CIS 2210 - Database Management and Design

Chapter 6: Normalization

Objectives:

This lesson discusses material from chapter 6. Objectives important to this lesson:

  1. What is normalization?
  2. Normal forms
  3. Transforming relations to higher normal forms
  4. Using normalization with ER modeling
  5. Denormalization
Concepts:

Chapter 6

The chapter begins with several bullet points about normalization:

  • definition: The text says it is the process of changing data structures to minimize data redundancy. It is more than that, but controlling redundancy is a primary goal.
  • benefit: Normalization reduces the number of data anomalies by controlling how tables are related.
  • control: Tables are adapted from their initial states to meet specific standards (1NF, 2NF, 3NF, etc.)
  • benefit: Each successive level of normalization is an improvement of the lower numbered forms.
  • economy: Once you achieve 3NF, you may already be in 4NF.
  • reversal: Tables can be denormalized, reduced to a lower level of normalization, to increase performance in the DBMS. This is not intuitive. It is sometimes done because it is easier for the DBMS to handle fewer tables that are not as normalized as they could be.
  • Benefit: Using normalization in the design process improves the table designs, their attributes, and their relationships.

The text presents an overview of a normalization process:

  • Each table is about a single subject (entity).
  • We will reduce the number of places individual data items are stored.
  • All attributes in a table that are not part of the primary key should be dependent on the primary key.
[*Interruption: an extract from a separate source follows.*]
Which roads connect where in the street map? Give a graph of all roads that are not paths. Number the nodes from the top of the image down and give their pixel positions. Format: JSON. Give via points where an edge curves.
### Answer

If not, the dependent items should be moved to another table, and the column that determines them should be copied to the new table as its primary key.
  • Inserting, updating, and deleting rows from the table will not cause anomalies.
  • All tables are raised to 3NF or higher.
  • The process addresses one table at a time, but considers all tables in a relationship and breaks out attributes into new tables when needed.
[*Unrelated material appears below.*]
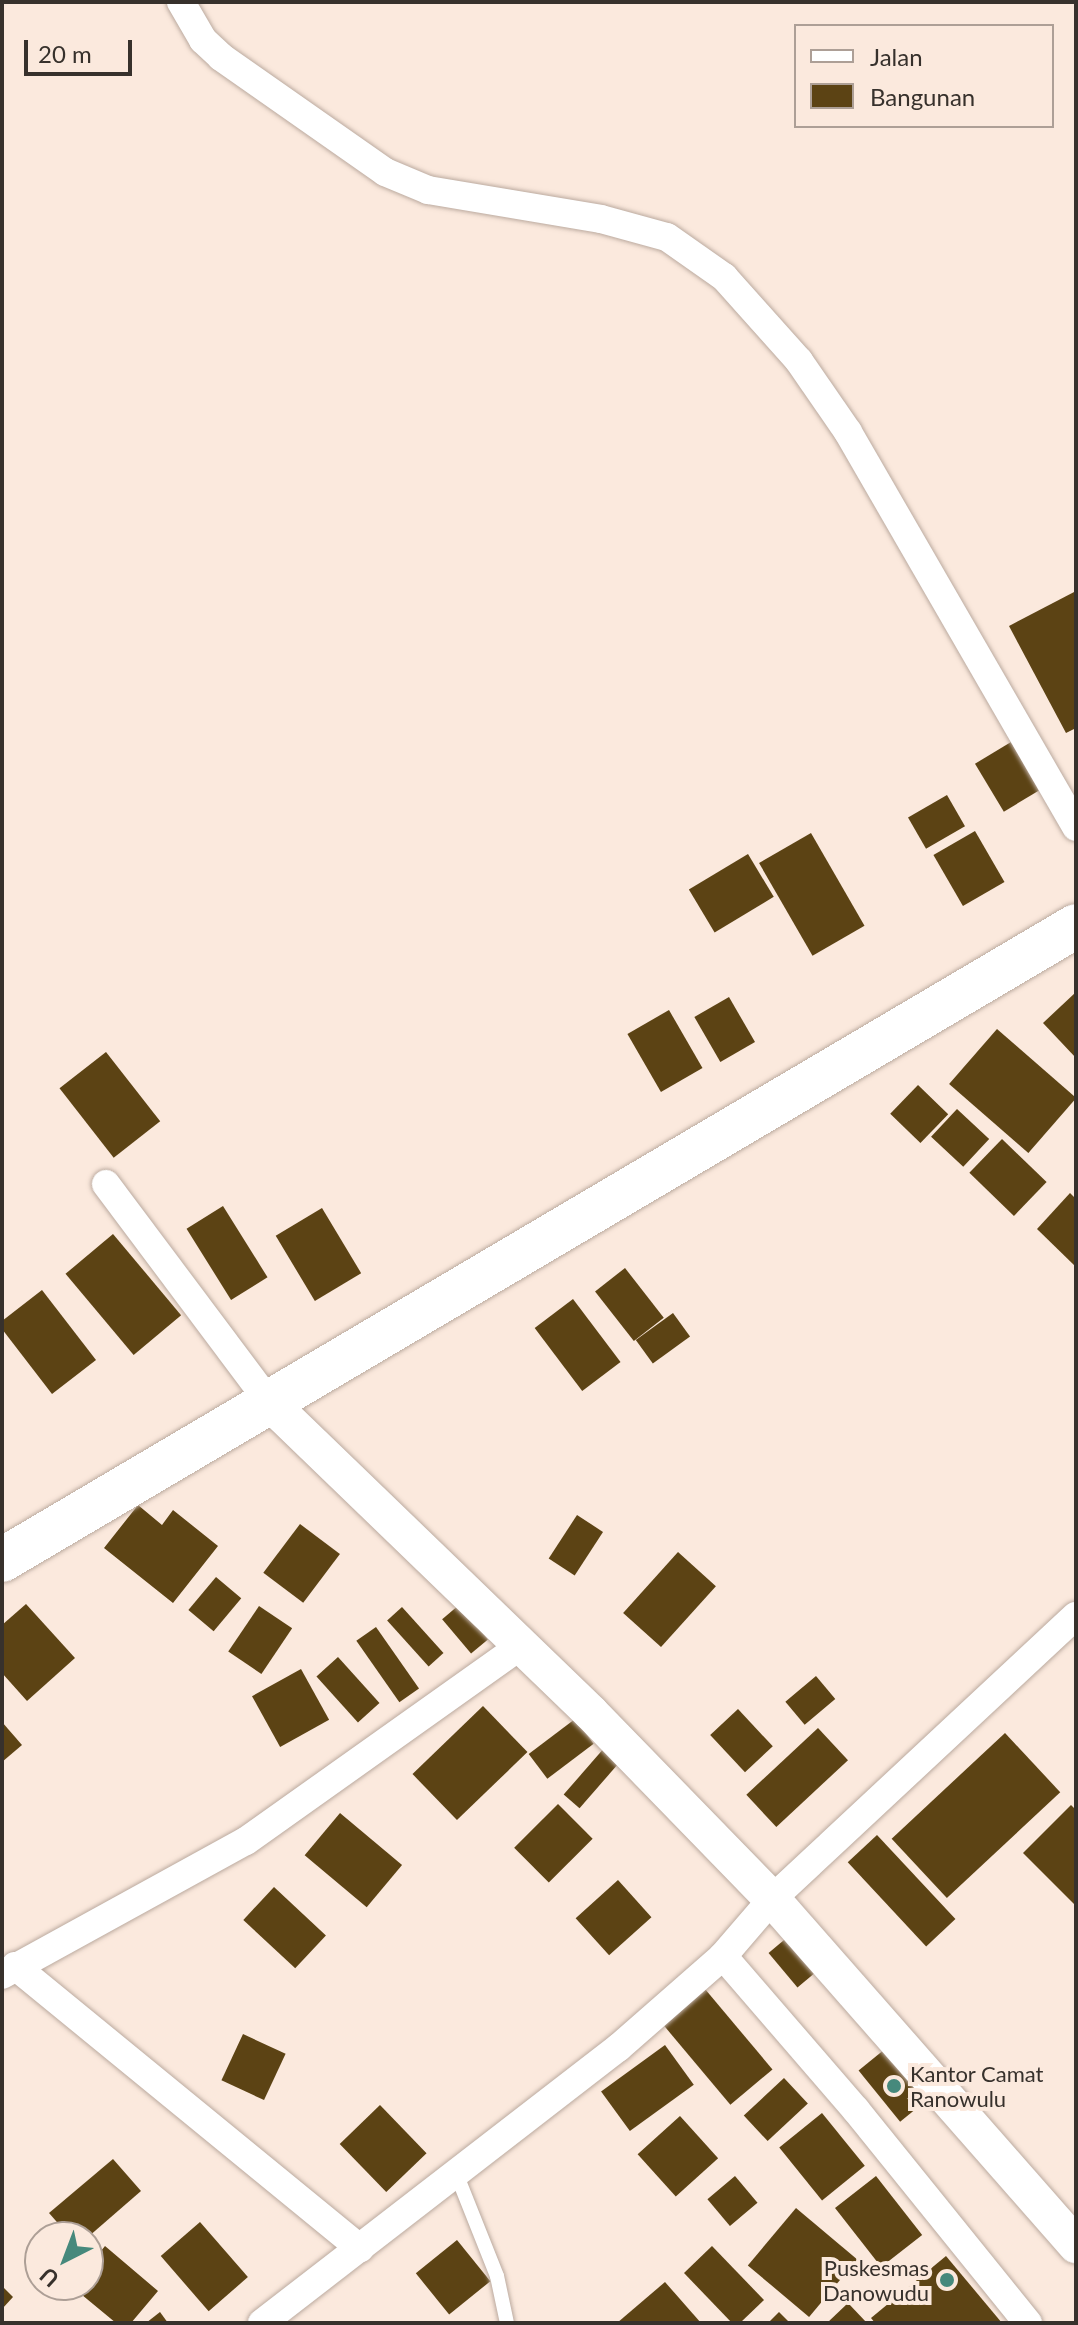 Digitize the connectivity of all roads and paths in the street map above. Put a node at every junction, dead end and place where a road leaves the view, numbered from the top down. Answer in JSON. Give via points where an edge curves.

Table 6.2 offers a summary of five normal forms, but it uses language that has not been discussed yet. Let's cover some of the necessary terms.

  • The summary for 1NF says the data is in a table, there are no repeating groups, and the Primary Key has been identified. This is accurate, but it leaves out some of the other features of 1NF.
  • The summary for 2NF says that our table is in 1NF, and it has no partial dependencies. This means that if you are using a composite primary key, there is no column in the table that can be determined by a portion of the primary key. If there was such a column, it should be moved to a new table, along with a copy of the part of the primary key that determines the dependent column. Remember that if your primary key is a single attribute, and your table is in 1NF, you can't be in violation of 2NF.
  • The summary for 3NF says the table is in 2NF, and it has no transitive dependencies. This says that you can't have a column in the table that is determined by another column, unless the determinant column is the primary key. (Alternate keys are still okay.) This is a lot like the 2NF problem, but this time we are looking for determinants that are not part of the primary key.
  • The summary for Boyce-Codd normal form says that every determinant in the table is a candidate key. Another way to say it is that we don't have any attributes that depend on other attributes unless those attributes are candidate keys. This was previously taught as the second half of 3NF, so we should be there already if we are paying attention. If our table has this problem, we resolve it by the same method used in the two bullets above.
  • The summary for 4NF is quite murky. We can say that 4NF requires that there be no dependencies on combinations of non-key fields. This is like an expanded version of Boyce-Codd, but it involves composite non-key determinants.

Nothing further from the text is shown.